• Input data
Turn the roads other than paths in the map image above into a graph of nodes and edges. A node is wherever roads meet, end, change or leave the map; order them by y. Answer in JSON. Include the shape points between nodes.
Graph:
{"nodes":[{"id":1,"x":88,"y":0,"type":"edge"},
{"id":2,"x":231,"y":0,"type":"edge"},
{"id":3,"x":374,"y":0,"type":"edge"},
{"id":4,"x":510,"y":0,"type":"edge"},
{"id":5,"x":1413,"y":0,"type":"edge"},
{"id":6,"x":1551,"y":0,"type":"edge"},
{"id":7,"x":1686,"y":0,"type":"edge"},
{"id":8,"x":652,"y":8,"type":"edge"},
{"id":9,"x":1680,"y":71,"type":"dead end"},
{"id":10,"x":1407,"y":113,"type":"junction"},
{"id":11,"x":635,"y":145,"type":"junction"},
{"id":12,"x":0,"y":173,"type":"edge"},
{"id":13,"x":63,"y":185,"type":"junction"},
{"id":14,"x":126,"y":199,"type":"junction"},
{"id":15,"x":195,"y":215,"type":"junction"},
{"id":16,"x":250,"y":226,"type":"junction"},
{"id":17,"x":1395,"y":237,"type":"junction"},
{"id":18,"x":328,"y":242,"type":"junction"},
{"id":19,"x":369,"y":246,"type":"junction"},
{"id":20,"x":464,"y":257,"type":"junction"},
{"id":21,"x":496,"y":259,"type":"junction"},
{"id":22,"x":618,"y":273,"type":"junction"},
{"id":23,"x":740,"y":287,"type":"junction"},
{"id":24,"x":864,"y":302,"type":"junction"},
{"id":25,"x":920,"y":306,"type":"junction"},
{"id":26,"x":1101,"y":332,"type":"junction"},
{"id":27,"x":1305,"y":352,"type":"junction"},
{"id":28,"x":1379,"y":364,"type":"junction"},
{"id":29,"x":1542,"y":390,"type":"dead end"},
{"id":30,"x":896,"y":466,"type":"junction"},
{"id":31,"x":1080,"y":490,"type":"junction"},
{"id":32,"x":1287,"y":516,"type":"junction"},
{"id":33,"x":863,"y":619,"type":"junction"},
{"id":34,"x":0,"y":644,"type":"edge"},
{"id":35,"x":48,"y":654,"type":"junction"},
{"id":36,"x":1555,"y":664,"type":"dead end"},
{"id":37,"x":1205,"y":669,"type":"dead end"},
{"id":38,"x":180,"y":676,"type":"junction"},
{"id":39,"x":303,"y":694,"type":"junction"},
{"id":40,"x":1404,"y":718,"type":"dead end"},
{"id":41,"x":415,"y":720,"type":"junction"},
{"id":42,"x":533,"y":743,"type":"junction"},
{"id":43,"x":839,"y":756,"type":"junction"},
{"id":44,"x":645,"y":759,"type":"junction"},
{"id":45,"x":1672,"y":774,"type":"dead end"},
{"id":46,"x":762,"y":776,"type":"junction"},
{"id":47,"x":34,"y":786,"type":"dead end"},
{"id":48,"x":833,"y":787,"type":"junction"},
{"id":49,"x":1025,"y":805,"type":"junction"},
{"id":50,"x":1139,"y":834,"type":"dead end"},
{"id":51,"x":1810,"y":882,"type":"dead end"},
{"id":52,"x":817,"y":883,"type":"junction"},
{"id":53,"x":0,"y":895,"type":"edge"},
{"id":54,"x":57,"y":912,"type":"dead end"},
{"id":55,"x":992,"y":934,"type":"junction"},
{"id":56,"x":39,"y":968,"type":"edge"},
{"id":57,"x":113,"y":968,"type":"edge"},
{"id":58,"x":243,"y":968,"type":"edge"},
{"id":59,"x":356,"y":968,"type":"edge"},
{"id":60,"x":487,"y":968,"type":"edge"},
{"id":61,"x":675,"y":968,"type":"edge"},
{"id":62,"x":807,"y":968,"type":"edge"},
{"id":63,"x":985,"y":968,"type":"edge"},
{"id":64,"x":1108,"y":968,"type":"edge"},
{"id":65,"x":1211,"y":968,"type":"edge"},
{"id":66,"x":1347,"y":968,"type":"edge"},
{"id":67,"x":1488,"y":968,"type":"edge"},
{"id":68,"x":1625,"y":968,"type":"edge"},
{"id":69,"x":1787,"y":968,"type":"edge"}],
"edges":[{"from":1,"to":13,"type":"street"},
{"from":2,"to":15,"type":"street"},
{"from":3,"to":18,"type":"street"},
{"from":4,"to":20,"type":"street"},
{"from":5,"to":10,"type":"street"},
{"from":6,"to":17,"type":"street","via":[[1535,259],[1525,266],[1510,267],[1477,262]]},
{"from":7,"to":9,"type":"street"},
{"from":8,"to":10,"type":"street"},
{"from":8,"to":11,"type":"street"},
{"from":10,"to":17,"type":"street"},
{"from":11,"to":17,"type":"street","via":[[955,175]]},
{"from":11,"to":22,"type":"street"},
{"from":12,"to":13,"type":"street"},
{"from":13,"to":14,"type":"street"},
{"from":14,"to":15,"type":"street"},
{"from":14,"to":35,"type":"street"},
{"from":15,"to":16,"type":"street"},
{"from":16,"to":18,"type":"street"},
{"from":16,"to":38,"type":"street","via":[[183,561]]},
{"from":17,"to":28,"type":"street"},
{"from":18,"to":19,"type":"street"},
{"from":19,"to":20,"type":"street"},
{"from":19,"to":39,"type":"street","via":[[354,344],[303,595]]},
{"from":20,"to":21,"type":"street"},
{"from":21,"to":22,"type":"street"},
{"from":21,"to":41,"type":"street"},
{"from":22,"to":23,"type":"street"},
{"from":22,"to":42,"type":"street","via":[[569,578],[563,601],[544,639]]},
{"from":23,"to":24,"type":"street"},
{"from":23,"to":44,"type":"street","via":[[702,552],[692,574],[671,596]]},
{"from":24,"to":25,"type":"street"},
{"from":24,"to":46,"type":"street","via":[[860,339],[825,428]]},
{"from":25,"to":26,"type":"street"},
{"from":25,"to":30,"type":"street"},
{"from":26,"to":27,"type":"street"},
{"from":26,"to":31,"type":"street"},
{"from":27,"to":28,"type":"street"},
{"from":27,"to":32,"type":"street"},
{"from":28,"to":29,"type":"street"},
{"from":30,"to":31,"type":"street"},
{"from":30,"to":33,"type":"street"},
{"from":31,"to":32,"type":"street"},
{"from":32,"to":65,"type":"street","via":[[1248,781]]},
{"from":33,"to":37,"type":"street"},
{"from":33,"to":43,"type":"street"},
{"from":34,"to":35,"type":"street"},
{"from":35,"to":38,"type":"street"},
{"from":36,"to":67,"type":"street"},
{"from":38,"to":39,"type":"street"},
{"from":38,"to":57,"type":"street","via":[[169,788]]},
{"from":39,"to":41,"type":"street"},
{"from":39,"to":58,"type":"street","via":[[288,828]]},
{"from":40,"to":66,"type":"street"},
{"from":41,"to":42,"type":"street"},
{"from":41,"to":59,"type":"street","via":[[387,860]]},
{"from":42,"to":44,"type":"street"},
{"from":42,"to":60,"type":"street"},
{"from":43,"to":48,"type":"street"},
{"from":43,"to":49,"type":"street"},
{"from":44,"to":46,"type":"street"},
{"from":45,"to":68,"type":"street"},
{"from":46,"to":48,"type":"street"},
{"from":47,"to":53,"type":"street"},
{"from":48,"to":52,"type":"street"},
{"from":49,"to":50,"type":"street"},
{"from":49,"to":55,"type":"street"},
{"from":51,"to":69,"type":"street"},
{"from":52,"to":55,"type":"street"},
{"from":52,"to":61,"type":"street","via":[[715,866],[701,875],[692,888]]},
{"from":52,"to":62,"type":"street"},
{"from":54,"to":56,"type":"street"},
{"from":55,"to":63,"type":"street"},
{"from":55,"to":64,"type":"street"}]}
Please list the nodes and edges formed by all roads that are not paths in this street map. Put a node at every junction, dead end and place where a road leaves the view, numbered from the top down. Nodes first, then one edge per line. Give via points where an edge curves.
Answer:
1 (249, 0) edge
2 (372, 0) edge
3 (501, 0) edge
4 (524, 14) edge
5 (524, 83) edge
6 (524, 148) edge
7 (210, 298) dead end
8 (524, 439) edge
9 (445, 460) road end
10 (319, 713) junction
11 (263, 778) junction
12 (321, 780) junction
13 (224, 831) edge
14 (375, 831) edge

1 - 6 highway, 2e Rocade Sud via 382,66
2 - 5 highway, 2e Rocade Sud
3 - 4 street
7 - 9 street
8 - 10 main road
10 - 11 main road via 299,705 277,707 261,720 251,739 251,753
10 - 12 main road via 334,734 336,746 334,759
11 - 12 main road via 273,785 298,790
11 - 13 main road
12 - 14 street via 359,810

• Exercise directions
Each line above that includes the word "nodes" is to be copied.

• Result for this task
Turn the roads other than paths in the map image above into a graph of nodes and edges. A node is wherever roads meet, end, change or leave the map; order them by y. Answer in JSON. Include the shape points between nodes.
{"nodes":[{"id":1,"x":88,"y":0,"type":"edge"},
Please list the nodes and edges formed by all roads that are not paths in this street map. Put a node at every junction, dead end and place where a road leaves the view, numbered from the top down. Nodes first, then one edge per line. Give via points where an edge curves.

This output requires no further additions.